Hi Paul,
On 3/2/21 12:42 AM, Paul Boddie wrote:
On Monday, 1 March 2021 21:30:11 CET Philipp Eppelt wrote:
On 2/24/21 10:10 PM, Paul Boddie wrote:
[...]
However, if there are other regions attached, e.g. (a2, s2) -> (d1, o2), this will still remain and as soon as you unmap the d1-capability, you have stale entries in your region map.
What happens when a task tries to access the memory within a2 to a2+s2? Are there virtual memory associations that may still provide access to the memory exported by the now-unmapped capability?
This I actually don't know. I'll investigate. I hope the mappings are gone and you'll get a page fault, though.
So do I. :-)
[Strange behaviour]
This was actually wrong. So assume you get a DS capability from some other task. Then your use of the DS cap to get mappings from the dataspace - either through rm->attach() and page faults or direct ds->map() calls. As a result you have several mappings in your task.
Then you unmap the DS cap from your object space. And ... nothing happens or does it? You might still have access to the memory mappings or you might not. You didn't unmap the memory from your address space, but someone else, the dataspace provider might destroy the DS in it's address space and unmap the corresponding memory, leading to removal of the memory in all other tasks (aka remove the branch from the mapping tree).
Applied to our example above: * l4re_rm_detach(a1): (a1, s1) -> (d1, o1) is gone. * free_um(d1) * the region map still contains (a2, s2) -> (d1, o2): page faults will fail, but if the memory was already mapped, it might be still there.
I also saw it with a region that overlapped the old one instead of having precisely the same base address:
(a1+0x1000, s2) -> d2 -> mem[o2:o2+s2]
Here, an access to the new base of a1+0x1000 appeared to expose mem[o1+0x1000] instead of mem[o2].
Are you certain that d1 and d2 are actually different dataspaces? Are you getting only d1 data or only d2 data? Are you getting a mix of d1 and d2 data?

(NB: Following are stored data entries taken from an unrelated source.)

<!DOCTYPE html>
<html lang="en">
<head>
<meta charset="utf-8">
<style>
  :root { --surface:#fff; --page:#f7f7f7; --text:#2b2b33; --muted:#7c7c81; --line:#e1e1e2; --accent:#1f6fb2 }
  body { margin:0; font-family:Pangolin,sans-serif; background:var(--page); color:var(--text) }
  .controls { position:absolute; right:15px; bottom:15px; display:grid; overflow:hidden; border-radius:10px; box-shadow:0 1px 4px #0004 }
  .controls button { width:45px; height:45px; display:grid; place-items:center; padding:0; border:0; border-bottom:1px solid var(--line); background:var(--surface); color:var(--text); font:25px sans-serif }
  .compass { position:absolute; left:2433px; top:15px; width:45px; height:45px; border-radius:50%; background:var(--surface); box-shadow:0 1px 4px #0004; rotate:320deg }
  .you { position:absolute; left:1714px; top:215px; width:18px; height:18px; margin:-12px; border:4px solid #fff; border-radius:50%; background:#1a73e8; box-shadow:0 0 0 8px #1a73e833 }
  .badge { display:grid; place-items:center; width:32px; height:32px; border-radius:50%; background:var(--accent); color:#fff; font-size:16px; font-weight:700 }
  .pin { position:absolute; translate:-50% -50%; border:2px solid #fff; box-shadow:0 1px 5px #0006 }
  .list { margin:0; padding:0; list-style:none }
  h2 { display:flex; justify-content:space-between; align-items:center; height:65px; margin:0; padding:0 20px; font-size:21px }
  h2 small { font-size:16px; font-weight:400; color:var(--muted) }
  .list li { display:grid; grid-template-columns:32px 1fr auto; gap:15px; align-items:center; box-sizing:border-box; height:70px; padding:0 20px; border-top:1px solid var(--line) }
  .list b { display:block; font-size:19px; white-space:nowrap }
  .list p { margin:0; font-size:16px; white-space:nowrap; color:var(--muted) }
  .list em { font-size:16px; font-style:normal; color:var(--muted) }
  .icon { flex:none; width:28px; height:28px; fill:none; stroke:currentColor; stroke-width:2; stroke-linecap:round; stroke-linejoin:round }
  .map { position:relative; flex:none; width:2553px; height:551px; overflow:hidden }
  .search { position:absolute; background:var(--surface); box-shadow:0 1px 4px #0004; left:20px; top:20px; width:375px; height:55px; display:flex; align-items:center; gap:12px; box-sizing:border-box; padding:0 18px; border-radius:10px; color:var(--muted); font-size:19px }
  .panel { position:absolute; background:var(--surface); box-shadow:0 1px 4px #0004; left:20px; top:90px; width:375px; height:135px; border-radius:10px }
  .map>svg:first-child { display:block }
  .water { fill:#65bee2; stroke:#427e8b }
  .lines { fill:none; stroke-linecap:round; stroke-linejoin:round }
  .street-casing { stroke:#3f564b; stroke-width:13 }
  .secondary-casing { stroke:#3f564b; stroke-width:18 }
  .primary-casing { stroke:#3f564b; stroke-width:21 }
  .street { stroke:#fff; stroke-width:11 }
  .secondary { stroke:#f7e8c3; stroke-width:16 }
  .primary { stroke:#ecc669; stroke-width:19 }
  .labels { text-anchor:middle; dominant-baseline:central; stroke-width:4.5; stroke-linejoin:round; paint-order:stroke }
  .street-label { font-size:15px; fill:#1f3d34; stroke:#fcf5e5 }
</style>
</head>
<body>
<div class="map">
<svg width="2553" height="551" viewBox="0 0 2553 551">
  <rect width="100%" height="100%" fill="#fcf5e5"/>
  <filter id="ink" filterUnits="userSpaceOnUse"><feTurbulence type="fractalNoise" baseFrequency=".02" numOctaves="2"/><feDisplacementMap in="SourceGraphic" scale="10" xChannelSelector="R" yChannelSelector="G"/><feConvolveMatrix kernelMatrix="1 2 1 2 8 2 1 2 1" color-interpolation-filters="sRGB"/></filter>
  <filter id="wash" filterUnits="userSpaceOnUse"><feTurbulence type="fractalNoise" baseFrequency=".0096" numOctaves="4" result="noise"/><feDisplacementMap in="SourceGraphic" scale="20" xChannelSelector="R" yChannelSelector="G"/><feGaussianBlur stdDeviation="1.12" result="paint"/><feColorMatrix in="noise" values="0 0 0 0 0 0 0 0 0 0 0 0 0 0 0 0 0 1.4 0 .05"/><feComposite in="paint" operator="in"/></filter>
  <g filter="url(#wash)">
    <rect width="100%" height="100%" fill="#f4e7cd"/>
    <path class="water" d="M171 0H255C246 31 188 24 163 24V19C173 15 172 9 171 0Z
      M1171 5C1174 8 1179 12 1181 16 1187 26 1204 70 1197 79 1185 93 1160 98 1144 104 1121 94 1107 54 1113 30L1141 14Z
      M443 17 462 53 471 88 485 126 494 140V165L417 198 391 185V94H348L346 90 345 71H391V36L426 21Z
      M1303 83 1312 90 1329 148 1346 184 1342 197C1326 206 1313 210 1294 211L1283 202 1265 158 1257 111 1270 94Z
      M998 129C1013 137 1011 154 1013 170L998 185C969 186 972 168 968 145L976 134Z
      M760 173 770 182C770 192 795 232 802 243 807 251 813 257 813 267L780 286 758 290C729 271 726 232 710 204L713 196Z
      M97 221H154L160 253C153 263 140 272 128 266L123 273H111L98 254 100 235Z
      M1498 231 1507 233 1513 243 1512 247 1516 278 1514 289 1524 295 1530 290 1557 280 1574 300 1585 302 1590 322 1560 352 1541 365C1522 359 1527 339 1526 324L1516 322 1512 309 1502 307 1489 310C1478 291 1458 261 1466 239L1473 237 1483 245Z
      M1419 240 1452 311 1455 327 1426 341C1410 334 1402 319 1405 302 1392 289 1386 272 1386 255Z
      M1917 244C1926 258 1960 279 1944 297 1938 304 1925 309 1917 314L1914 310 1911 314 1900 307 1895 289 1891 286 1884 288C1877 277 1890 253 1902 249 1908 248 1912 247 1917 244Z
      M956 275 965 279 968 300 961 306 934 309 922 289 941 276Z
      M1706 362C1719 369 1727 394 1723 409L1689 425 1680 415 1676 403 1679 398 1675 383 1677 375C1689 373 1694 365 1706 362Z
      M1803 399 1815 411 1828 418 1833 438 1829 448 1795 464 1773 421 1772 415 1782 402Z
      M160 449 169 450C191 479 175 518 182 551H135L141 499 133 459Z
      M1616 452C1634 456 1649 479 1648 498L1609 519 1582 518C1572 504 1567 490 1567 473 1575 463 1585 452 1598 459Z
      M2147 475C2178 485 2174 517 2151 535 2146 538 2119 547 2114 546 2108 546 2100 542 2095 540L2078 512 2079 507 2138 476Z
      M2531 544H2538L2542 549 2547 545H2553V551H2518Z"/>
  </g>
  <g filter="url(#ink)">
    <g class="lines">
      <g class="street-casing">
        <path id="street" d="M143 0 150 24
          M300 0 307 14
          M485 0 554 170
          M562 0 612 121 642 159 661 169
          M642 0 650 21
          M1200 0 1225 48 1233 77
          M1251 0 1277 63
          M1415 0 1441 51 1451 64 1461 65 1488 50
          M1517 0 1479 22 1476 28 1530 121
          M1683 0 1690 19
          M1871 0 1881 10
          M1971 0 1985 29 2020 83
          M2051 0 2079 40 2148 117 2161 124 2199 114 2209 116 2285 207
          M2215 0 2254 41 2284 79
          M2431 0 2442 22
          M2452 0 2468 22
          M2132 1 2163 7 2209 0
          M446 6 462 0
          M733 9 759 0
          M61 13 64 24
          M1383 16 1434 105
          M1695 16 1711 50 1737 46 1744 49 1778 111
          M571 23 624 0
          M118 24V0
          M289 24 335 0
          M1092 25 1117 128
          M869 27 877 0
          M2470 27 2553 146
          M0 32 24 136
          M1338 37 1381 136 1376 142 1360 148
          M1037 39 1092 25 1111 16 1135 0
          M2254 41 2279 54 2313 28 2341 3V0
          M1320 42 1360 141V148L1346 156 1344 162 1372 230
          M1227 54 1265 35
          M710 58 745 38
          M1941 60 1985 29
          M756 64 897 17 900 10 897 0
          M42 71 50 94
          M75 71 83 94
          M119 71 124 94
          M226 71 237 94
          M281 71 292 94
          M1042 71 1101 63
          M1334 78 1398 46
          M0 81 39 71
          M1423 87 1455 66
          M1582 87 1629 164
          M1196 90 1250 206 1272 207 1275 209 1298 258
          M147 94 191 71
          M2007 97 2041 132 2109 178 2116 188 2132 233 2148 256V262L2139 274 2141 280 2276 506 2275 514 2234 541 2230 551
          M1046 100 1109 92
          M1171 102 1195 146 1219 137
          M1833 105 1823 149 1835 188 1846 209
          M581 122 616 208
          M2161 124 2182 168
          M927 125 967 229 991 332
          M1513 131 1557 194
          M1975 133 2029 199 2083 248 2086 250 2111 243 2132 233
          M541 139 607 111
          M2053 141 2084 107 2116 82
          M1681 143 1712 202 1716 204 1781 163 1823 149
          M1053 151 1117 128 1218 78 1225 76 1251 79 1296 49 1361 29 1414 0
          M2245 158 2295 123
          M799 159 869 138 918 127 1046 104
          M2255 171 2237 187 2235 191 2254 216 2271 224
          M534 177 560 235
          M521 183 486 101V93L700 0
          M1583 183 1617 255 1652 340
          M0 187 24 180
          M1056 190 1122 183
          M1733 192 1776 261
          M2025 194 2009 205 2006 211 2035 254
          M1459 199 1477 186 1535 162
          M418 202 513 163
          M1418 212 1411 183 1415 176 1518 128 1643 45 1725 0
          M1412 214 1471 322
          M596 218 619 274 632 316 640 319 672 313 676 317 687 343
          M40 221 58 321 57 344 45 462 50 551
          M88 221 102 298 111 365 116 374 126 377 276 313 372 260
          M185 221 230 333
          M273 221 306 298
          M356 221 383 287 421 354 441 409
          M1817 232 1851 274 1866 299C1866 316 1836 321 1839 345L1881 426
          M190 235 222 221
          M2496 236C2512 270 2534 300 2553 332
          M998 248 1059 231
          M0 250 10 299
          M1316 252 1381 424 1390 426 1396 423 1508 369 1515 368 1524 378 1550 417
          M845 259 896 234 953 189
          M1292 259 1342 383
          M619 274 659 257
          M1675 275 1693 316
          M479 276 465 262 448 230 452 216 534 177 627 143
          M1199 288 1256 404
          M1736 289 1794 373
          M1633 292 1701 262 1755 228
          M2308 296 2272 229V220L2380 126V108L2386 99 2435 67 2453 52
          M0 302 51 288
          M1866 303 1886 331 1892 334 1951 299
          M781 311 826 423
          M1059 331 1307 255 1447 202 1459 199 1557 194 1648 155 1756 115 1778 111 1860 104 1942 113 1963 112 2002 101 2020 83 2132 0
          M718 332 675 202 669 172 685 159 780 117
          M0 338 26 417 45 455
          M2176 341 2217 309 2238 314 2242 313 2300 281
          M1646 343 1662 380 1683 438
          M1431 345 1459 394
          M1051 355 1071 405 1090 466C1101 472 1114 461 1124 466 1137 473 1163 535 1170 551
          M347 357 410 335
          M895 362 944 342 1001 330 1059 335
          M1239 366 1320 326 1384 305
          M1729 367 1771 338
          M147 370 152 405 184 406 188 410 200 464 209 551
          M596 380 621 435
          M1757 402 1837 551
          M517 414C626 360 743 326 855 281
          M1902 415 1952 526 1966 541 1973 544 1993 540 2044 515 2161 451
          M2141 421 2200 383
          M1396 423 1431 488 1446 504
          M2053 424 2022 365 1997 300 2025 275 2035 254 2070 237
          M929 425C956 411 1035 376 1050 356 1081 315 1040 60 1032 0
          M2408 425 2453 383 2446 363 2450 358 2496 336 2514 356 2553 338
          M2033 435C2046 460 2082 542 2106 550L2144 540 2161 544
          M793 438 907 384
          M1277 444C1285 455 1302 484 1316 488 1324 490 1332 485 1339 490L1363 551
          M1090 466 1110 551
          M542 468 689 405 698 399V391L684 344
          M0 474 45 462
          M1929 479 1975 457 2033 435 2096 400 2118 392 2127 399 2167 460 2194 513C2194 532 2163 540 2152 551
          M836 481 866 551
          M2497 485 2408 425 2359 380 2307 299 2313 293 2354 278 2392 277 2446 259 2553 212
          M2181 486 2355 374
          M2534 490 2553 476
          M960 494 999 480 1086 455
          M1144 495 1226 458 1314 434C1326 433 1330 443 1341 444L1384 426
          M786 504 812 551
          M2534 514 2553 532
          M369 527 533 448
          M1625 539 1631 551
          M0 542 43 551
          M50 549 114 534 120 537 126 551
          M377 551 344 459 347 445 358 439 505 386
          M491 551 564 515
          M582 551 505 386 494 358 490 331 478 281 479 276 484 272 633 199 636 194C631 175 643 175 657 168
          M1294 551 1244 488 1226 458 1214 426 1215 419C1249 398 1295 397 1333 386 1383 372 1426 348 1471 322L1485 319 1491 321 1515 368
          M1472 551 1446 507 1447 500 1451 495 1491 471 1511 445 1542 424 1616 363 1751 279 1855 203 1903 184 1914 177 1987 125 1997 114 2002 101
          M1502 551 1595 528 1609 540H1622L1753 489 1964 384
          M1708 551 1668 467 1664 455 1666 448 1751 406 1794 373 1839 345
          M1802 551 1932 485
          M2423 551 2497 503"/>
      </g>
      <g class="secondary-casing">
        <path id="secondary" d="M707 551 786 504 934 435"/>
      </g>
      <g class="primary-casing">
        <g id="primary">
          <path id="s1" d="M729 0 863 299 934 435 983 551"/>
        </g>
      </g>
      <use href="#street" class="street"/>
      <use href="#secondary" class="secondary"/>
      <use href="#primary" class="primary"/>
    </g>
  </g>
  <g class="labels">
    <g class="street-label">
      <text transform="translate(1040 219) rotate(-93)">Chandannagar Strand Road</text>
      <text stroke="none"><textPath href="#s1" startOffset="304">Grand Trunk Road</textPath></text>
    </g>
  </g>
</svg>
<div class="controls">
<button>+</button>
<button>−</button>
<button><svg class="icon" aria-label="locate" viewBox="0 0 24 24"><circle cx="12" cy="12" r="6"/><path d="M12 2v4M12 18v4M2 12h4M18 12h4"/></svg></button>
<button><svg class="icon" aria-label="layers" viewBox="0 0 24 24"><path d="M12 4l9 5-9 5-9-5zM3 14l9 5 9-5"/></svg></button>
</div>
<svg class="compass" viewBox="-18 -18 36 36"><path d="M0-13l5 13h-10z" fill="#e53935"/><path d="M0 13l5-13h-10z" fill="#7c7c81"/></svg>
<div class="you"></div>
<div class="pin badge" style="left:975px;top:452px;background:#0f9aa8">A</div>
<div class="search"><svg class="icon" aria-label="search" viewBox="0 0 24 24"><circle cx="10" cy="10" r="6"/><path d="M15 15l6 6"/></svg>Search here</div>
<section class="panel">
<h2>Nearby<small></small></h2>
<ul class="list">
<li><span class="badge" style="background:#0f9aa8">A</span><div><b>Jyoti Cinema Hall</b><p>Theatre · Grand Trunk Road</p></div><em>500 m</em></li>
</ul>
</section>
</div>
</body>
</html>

It is, of course, always possible that I have been making a mistake - this being the usual discovery when I report strange behaviour - but the means of acquiring dataspaces d1 and d2 may involve distinct objects, and it involves creating further distinct objects to act as dataspaces. So, something like this would occur:
d1 = c1.open() d2 = c2.open()
Here, c1 and c2 may even be the same object, but even then they should still allocate a new object for each invocation of the open operation, yielding two distinct dataspaces d1 and d2.
What I would observe is d1 data even after d2 was attached. I was somewhat confused as to whether d1 might still be active or not. But if it is, then d2 should not be allocated an address region coinciding with that of d1. If it isn't, then d2 should be unaffected by whatever d1 had been doing.
Let me summarize the steps I think are necessary during the lifetime of the dataspace:
- Allocate a capability index for the dataspace
- Allocate the memory and receive the dataspace capability in the
allocated index (see http://l4re.org/doc/classL4Re_1_1Mem__alloc.html#a44b301573ae859e8406400338c c8e924) or something alike to get the mapping for the dataspace capability under the allocated capability index. (to be sure use: http://l4re.org/doc/group__l4__task__api.html#ga829a1b5cb4d5dba33ffee57534a5 05af)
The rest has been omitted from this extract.